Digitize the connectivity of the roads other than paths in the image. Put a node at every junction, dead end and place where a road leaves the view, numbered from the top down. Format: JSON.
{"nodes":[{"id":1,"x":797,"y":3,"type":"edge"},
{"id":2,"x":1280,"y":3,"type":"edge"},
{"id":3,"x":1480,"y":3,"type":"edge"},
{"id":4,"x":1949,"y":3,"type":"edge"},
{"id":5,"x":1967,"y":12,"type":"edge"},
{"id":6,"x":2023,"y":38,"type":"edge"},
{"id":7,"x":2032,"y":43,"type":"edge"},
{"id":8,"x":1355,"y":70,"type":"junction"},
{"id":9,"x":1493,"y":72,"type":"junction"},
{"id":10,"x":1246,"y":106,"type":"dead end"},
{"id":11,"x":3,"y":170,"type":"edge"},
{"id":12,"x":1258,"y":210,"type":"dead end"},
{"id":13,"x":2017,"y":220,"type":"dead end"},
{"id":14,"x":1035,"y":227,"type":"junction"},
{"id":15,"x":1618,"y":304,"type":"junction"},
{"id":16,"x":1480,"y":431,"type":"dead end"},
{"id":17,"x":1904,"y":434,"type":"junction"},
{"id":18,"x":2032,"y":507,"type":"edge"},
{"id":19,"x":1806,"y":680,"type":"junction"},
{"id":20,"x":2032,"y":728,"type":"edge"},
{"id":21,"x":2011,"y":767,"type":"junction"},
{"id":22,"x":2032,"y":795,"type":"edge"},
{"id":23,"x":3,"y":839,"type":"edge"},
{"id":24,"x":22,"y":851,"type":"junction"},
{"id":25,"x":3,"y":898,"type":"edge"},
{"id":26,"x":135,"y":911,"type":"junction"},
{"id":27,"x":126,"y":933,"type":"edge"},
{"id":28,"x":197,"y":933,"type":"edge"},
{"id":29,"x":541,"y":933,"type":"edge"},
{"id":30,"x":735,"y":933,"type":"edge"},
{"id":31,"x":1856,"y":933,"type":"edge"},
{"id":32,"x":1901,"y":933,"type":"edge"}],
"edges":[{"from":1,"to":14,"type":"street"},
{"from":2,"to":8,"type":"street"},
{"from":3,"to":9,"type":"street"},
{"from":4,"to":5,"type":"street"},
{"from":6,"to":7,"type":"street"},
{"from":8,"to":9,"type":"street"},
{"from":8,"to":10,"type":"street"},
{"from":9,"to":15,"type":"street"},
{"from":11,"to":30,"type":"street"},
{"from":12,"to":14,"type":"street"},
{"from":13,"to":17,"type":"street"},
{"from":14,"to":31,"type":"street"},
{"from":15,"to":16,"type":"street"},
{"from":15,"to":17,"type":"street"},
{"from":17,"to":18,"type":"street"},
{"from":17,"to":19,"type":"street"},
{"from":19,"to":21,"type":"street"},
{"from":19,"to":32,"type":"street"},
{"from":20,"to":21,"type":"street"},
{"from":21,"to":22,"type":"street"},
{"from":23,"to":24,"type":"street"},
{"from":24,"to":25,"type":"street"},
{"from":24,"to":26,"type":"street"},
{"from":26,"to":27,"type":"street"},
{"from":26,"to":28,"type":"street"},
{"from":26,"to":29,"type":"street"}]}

=====

YOUR GOAL:
Nothing in the entries may be left out; each line is to be output exactly.

ANSWER TO THIS TASK:
Digitize the connectivity of the roads other than paths in the image. Put a node at every junction, dead end and place where a road leaves the view, numbered from the top down. Format: JSON.
{"nodes":[{"id":1,"x":797,"y":3,"type":"edge"},
{"id":2,"x":1280,"y":3,"type":"edge"},
{"id":3,"x":1480,"y":3,"type":"edge"},
{"id":4,"x":1949,"y":3,"type":"edge"},
{"id":5,"x":1967,"y":12,"type":"edge"},
{"id":6,"x":2023,"y":38,"type":"edge"},
{"id":7,"x":2032,"y":43,"type":"edge"},
{"id":8,"x":1355,"y":70,"type":"junction"},
{"id":9,"x":1493,"y":72,"type":"junction"},
{"id":10,"x":1246,"y":106,"type":"dead end"},
{"id":11,"x":3,"y":170,"type":"edge"},
{"id":12,"x":1258,"y":210,"type":"dead end"},
{"id":13,"x":2017,"y":220,"type":"dead end"},
{"id":14,"x":1035,"y":227,"type":"junction"},
{"id":15,"x":1618,"y":304,"type":"junction"},
{"id":16,"x":1480,"y":431,"type":"dead end"},
{"id":17,"x":1904,"y":434,"type":"junction"},
{"id":18,"x":2032,"y":507,"type":"edge"},
{"id":19,"x":1806,"y":680,"type":"junction"},
{"id":20,"x":2032,"y":728,"type":"edge"},
{"id":21,"x":2011,"y":767,"type":"junction"},
{"id":22,"x":2032,"y":795,"type":"edge"},
{"id":23,"x":3,"y":839,"type":"edge"},
{"id":24,"x":22,"y":851,"type":"junction"},
{"id":25,"x":3,"y":898,"type":"edge"},
{"id":26,"x":135,"y":911,"type":"junction"},
{"id":27,"x":126,"y":933,"type":"edge"},
{"id":28,"x":197,"y":933,"type":"edge"},
{"id":29,"x":541,"y":933,"type":"edge"},
{"id":30,"x":735,"y":933,"type":"edge"},
{"id":31,"x":1856,"y":933,"type":"edge"},
{"id":32,"x":1901,"y":933,"type":"edge"}],
"edges":[{"from":1,"to":14,"type":"street"},
{"from":2,"to":8,"type":"street"},
{"from":3,"to":9,"type":"street"},
{"from":4,"to":5,"type":"street"},
{"from":6,"to":7,"type":"street"},
{"from":8,"to":9,"type":"street"},
{"from":8,"to":10,"type":"street"},
{"from":9,"to":15,"type":"street"},
{"from":11,"to":30,"type":"street"},
{"from":12,"to":14,"type":"street"},
{"from":13,"to":17,"type":"street"},
{"from":14,"to":31,"type":"street"},
{"from":15,"to":16,"type":"street"},
{"from":15,"to":17,"type":"street"},
{"from":17,"to":18,"type":"street"},
{"from":17,"to":19,"type":"street"},
{"from":19,"to":21,"type":"street"},
{"from":19,"to":32,"type":"street"},
{"from":20,"to":21,"type":"street"},
{"from":21,"to":22,"type":"street"},
{"from":23,"to":24,"type":"street"},
{"from":24,"to":25,"type":"street"},
{"from":24,"to":26,"type":"street"},
{"from":26,"to":27,"type":"street"},
{"from":26,"to":28,"type":"street"},
{"from":26,"to":29,"type":"street"}]}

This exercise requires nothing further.